Interview with new author F.E. Feeley!

This week my guest is F.E. Feeley, author of the new supernatural romance The Haunting of Timber Manor.  After the interview, he’s provided us with some information about the novel and an excerpt, and of course where to get it!  Welcome, F.E. Feeley!

Interview:

Is this your first novel?

Yes it is.

What inspired you to write it?

Gosh. Well, I’ve always been writing things here and there. Starting something but never finishing it. One day I sat down at the computer and started to piece a story together and before I knew it, I had written quite a bit. As for inspiration? I’ve always loved a spooky story, ever since I was a kid reading R.L. Stein’s Fear Street novels. I’ve always been fascinated by the idea of ghosts and hauntings. So, I combined my two great loves and there you have it.

So who are your favorite authors in the horror genre?

Stephen King hands down is my favorite. John Carpenter is good. Anne Rice is all right but Stephen is the best in my humble opinion.

Did you find it a challenge to mix romance into a horror novel?

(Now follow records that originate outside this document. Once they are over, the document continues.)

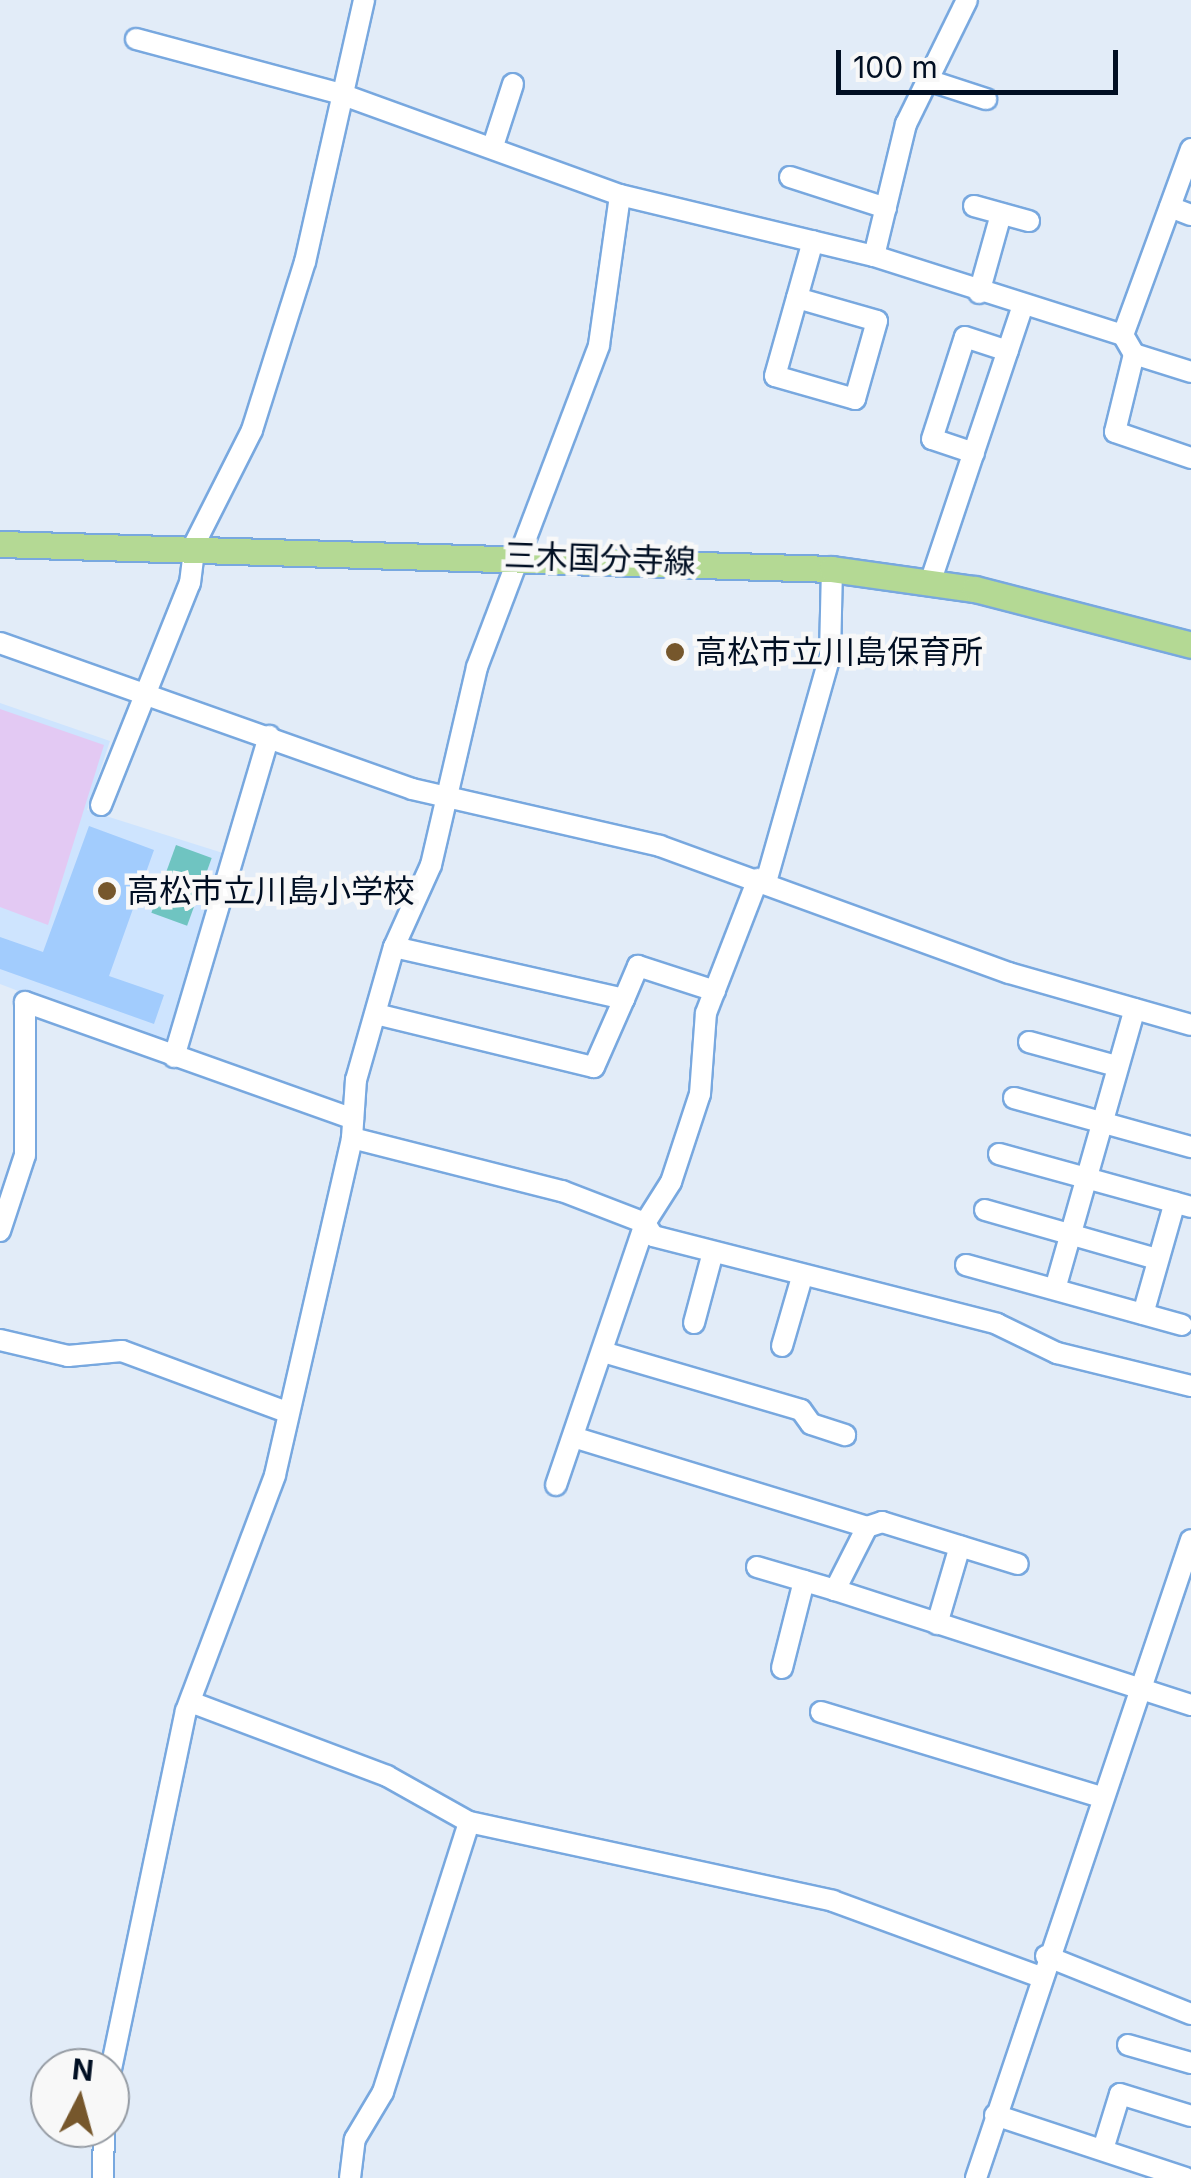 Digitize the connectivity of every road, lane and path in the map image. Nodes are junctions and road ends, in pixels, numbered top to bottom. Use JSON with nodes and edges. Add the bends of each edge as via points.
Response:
{"nodes":[{"id":1,"x":364,"y":0,"type":"edge"},
{"id":2,"x":967,"y":0,"type":"edge"},
{"id":3,"x":136,"y":39,"type":"dead end"},
{"id":4,"x":934,"y":82,"type":"junction"},
{"id":5,"x":513,"y":84,"type":"dead end"},
{"id":6,"x":338,"y":93,"type":"junction"},
{"id":7,"x":986,"y":99,"type":"dead end"},
{"id":8,"x":493,"y":146,"type":"junction"},
{"id":9,"x":1191,"y":149,"type":"edge"},
{"id":10,"x":790,"y":178,"type":"dead end"},
{"id":11,"x":620,"y":196,"type":"junction"},
{"id":12,"x":974,"y":206,"type":"dead end"},
{"id":13,"x":1170,"y":207,"type":"junction"},
{"id":14,"x":886,"y":208,"type":"junction"},
{"id":15,"x":1002,"y":214,"type":"junction"},
{"id":16,"x":1191,"y":215,"type":"edge"},
{"id":17,"x":1029,"y":221,"type":"dead end"},
{"id":18,"x":813,"y":241,"type":"junction"},
{"id":19,"x":874,"y":256,"type":"junction"},
{"id":20,"x":979,"y":294,"type":"junction"},
{"id":21,"x":796,"y":298,"type":"junction"},
{"id":22,"x":1023,"y":305,"type":"junction"},
{"id":23,"x":1128,"y":345,"type":"junction"},
{"id":24,"x":1008,"y":351,"type":"junction"},
{"id":25,"x":1191,"y":372,"type":"edge"},
{"id":26,"x":974,"y":452,"type":"junction"},
{"id":27,"x":1191,"y":458,"type":"edge"},
{"id":28,"x":195,"y":543,"type":"junction"},
{"id":29,"x":0,"y":544,"type":"edge"},
{"id":30,"x":522,"y":555,"type":"junction"},
{"id":31,"x":832,"y":569,"type":"junction"},
{"id":32,"x":930,"y":582,"type":"junction"},
{"id":33,"x":0,"y":643,"type":"edge"},
{"id":34,"x":1191,"y":645,"type":"edge"},
{"id":35,"x":150,"y":693,"type":"junction"},
{"id":36,"x":269,"y":736,"type":"junction"},
{"id":37,"x":450,"y":798,"type":"junction"},
{"id":38,"x":102,"y":804,"type":"dead end"},
{"id":39,"x":762,"y":880,"type":"junction"},
{"id":40,"x":394,"y":946,"type":"junction"},
{"id":41,"x":715,"y":991,"type":"junction"},
{"id":42,"x":624,"y":999,"type":"junction"},
{"id":43,"x":1135,"y":1009,"type":"junction"},
{"id":44,"x":380,"y":1016,"type":"junction"},
{"id":45,"x":1191,"y":1025,"type":"edge"},
{"id":46,"x":1029,"y":1042,"type":"dead end"},
{"id":47,"x":174,"y":1057,"type":"junction"},
{"id":48,"x":1116,"y":1066,"type":"junction"},
{"id":49,"x":1014,"y":1098,"type":"dead end"},
{"id":50,"x":1101,"y":1123,"type":"junction"},
{"id":51,"x":352,"y":1129,"type":"junction"},
{"id":52,"x":1191,"y":1147,"type":"edge"},
{"id":53,"x":999,"y":1154,"type":"dead end"},
{"id":54,"x":1086,"y":1178,"type":"junction"},
{"id":55,"x":1183,"y":1204,"type":"edge"},
{"id":56,"x":985,"y":1210,"type":"dead end"},
{"id":57,"x":645,"y":1223,"type":"junction"},
{"id":58,"x":0,"y":1231,"type":"edge"},
{"id":59,"x":1070,"y":1234,"type":"junction"},
{"id":60,"x":713,"y":1252,"type":"junction"},
{"id":61,"x":1157,"y":1259,"type":"junction"},
{"id":62,"x":966,"y":1266,"type":"dead end"},
{"id":63,"x":802,"y":1277,"type":"junction"},
{"id":64,"x":1056,"y":1289,"type":"junction"},
{"id":65,"x":1143,"y":1314,"type":"junction"},
{"id":66,"x":694,"y":1323,"type":"dead end"},
{"id":67,"x":1182,"y":1325,"type":"dead end"},
{"id":68,"x":0,"y":1340,"type":"edge"},
{"id":69,"x":782,"y":1346,"type":"dead end"},
{"id":70,"x":603,"y":1352,"type":"junction"},
{"id":71,"x":1191,"y":1386,"type":"edge"},
{"id":72,"x":284,"y":1411,"type":"junction"},
{"id":73,"x":846,"y":1435,"type":"dead end"},
{"id":74,"x":573,"y":1437,"type":"junction"},
{"id":75,"x":556,"y":1485,"type":"dead end"},
{"id":76,"x":866,"y":1527,"type":"junction"},
{"id":77,"x":1191,"y":1540,"type":"edge"},
{"id":78,"x":960,"y":1546,"type":"junction"},
{"id":79,"x":1018,"y":1564,"type":"dead end"},
{"id":80,"x":757,"y":1566,"type":"dead end"},
{"id":81,"x":804,"y":1581,"type":"junction"},
{"id":82,"x":835,"y":1590,"type":"junction"},
{"id":83,"x":1181,"y":1596,"type":"edge"},
{"id":84,"x":936,"y":1624,"type":"junction"},
{"id":85,"x":782,"y":1668,"type":"dead end"},
{"id":86,"x":1135,"y":1690,"type":"junction"},
{"id":87,"x":193,"y":1704,"type":"junction"},
{"id":88,"x":1191,"y":1705,"type":"edge"},
{"id":89,"x":821,"y":1712,"type":"dead end"},
{"id":90,"x":1101,"y":1797,"type":"junction"},
{"id":91,"x":469,"y":1822,"type":"junction"},
{"id":92,"x":1042,"y":1966,"type":"junction"},
{"id":93,"x":1191,"y":2014,"type":"edge"},
{"id":94,"x":1128,"y":2045,"type":"dead end"},
{"id":95,"x":116,"y":2048,"type":"edge"},
{"id":96,"x":1191,"y":2064,"type":"edge"},
{"id":97,"x":995,"y":2115,"type":"junction"},
{"id":98,"x":1191,"y":2116,"type":"edge"},
{"id":99,"x":1104,"y":2146,"type":"junction"},
{"id":100,"x":103,"y":2148,"type":"edge"},
{"id":101,"x":102,"y":2178,"type":"edge"},
{"id":102,"x":350,"y":2178,"type":"edge"},
{"id":103,"x":976,"y":2178,"type":"edge"},
{"id":104,"x":1186,"y":2178,"type":"edge"}],
"edges":[{"from":1,"to":6,"type":"street"},
{"from":2,"to":4,"type":"street"},
{"from":3,"to":6,"type":"street"},
{"from":4,"to":7,"type":"street"},
{"from":4,"to":14,"type":"street","via":[[906,124]]},
{"from":5,"to":8,"type":"street"},
{"from":6,"to":8,"type":"street"},
{"from":6,"to":28,"type":"street","via":[[304,262],[252,430]]},
{"from":8,"to":11,"type":"street"},
{"from":9,"to":13,"type":"street"},
{"from":10,"to":14,"type":"street"},
{"from":11,"to":18,"type":"street"},
{"from":11,"to":30,"type":"street","via":[[604,327],[552,451]]},
{"from":12,"to":15,"type":"street"},
{"from":13,"to":16,"type":"street"},
{"from":13,"to":23,"type":"street"},
{"from":14,"to":19,"type":"street"},
{"from":15,"to":17,"type":"street"},
{"from":15,"to":20,"type":"street"},
{"from":18,"to":19,"type":"street"},
{"from":18,"to":21,"type":"street"},
{"from":19,"to":20,"type":"street"},
{"from":20,"to":22,"type":"street"},
{"from":21,"to":21,"type":"street","via":[[774,376],[855,399],[877,321]]},
{"from":22,"to":23,"type":"street"},
{"from":22,"to":24,"type":"street"},
{"from":23,"to":25,"type":"street"},
{"from":23,"to":27,"type":"street","via":[[1114,432]]},
{"from":24,"to":26,"type":"street"},
{"from":24,"to":26,"type":"street","via":[[965,337],[932,439]]},
{"from":26,"to":32,"type":"street"},
{"from":28,"to":29,"type":"main road","name":"三木国分寺線"},
{"from":28,"to":30,"type":"main road","name":"三木国分寺線"},
{"from":28,"to":35,"type":"street","via":[[190,584]]},
{"from":30,"to":31,"type":"main road","name":"三木国分寺線"},
{"from":30,"to":37,"type":"street","via":[[477,667]]},
{"from":31,"to":32,"type":"main road","name":"三木国分寺線"},
{"from":31,"to":39,"type":"street","via":[[830,656]]},
{"from":32,"to":34,"type":"main road","name":"三木国分寺線"},
{"from":33,"to":35,"type":"street"},
{"from":35,"to":36,"type":"street"},
{"from":35,"to":38,"type":"street"},
{"from":36,"to":37,"type":"street"},
{"from":36,"to":47,"type":"street"},
{"from":37,"to":39,"type":"street"},
{"from":37,"to":40,"type":"street"},
{"from":39,"to":41,"type":"street"},
{"from":39,"to":43,"type":"street"},
{"from":40,"to":42,"type":"street"},
{"from":40,"to":44,"type":"street"},
{"from":41,"to":42,"type":"street","via":[[638,966]]},
{"from":41,"to":57,"type":"street","via":[[700,1094],[671,1182]]},
{"from":42,"to":44,"type":"street","via":[[594,1067]]},
{"from":43,"to":45,"type":"street"},
{"from":43,"to":48,"type":"street"},
{"from":44,"to":51,"type":"street"},
{"from":46,"to":48,"type":"street"},
{"from":47,"to":51,"type":"street"},
{"from":47,"to":58,"type":"street","via":[[25,1002],[24,1156]]},
{"from":48,"to":50,"type":"street"},
{"from":49,"to":50,"type":"street"},
{"from":50,"to":52,"type":"street"},
{"from":50,"to":54,"type":"street"},
{"from":51,"to":57,"type":"street","via":[[562,1191]]},
{"from":51,"to":72,"type":"street"},
{"from":53,"to":54,"type":"street"},
{"from":54,"to":55,"type":"street"},
{"from":54,"to":59,"type":"street"},
{"from":55,"to":61,"type":"street"},
{"from":56,"to":59,"type":"street"},
{"from":57,"to":60,"type":"street","via":[[653,1236]]},
{"from":57,"to":70,"type":"street"},
{"from":59,"to":61,"type":"street"},
{"from":59,"to":64,"type":"street"},
{"from":60,"to":63,"type":"street"},
{"from":60,"to":66,"type":"street"},
{"from":61,"to":65,"type":"street"},
{"from":62,"to":64,"type":"street"},
{"from":63,"to":69,"type":"street"},
{"from":63,"to":71,"type":"street","via":[[996,1324],[1058,1353]]},
{"from":64,"to":65,"type":"street"},
{"from":65,"to":67,"type":"street"},
{"from":68,"to":72,"type":"street","via":[[68,1356],[122,1352]]},
{"from":70,"to":73,"type":"street","via":[[801,1410],[811,1424]]},
{"from":70,"to":74,"type":"street"},
{"from":72,"to":87,"type":"street","via":[[275,1475]]},
{"from":74,"to":75,"type":"street"},
{"from":74,"to":76,"type":"street"},
{"from":76,"to":78,"type":"street","via":[[882,1522]]},
{"from":76,"to":82,"type":"street"},
{"from":77,"to":83,"type":"street"},
{"from":78,"to":79,"type":"street"},
{"from":78,"to":84,"type":"street"},
{"from":80,"to":81,"type":"street"},
{"from":81,"to":82,"type":"street"},
{"from":81,"to":85,"type":"street"},
{"from":82,"to":84,"type":"street"},
{"from":83,"to":86,"type":"street"},
{"from":84,"to":86,"type":"street"},
{"from":86,"to":88,"type":"street"},
{"from":86,"to":90,"type":"street"},
{"from":87,"to":91,"type":"street","via":[[387,1776]]},
{"from":87,"to":95,"type":"street"},
{"from":89,"to":90,"type":"street"},
{"from":90,"to":92,"type":"street"},
{"from":91,"to":92,"type":"street","via":[[832,1901]]},
{"from":91,"to":102,"type":"street","via":[[382,2092],[355,2139]]},
{"from":92,"to":93,"type":"street"},
{"from":92,"to":97,"type":"street"},
{"from":94,"to":96,"type":"street"},
{"from":97,"to":99,"type":"street"},
{"from":97,"to":103,"type":"street"},
{"from":98,"to":99,"type":"street","via":[[1120,2094]]},
{"from":99,"to":104,"type":"street"},
{"from":100,"to":101,"type":"street"}]}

Sure. I think that I was able to do it with Timber as a means of lightening up the story. Giving Daniel a safe haven in the arms of Hale. But yes writing romance and horror together can be a little daunting. Remember the movie scream and all the rules about horror flicks, I sort of broke the cardinal rule of having sex and surviving. Oh well, it’s my book lol.

That’s true. Romance/Horror does seem to break that “rule.”

Right

Had you read other novels published by Dreamspinner before submitting your novel to them?

To be honest, no. About three quarters of the way through my book I inquired about m/m publishers just to see if any existed. I didn’t know about the genre. I had known there were erotic publishers out there but that wasn’t what Timber was.

So what’s been your experience working with Dreamspinner, as a new author?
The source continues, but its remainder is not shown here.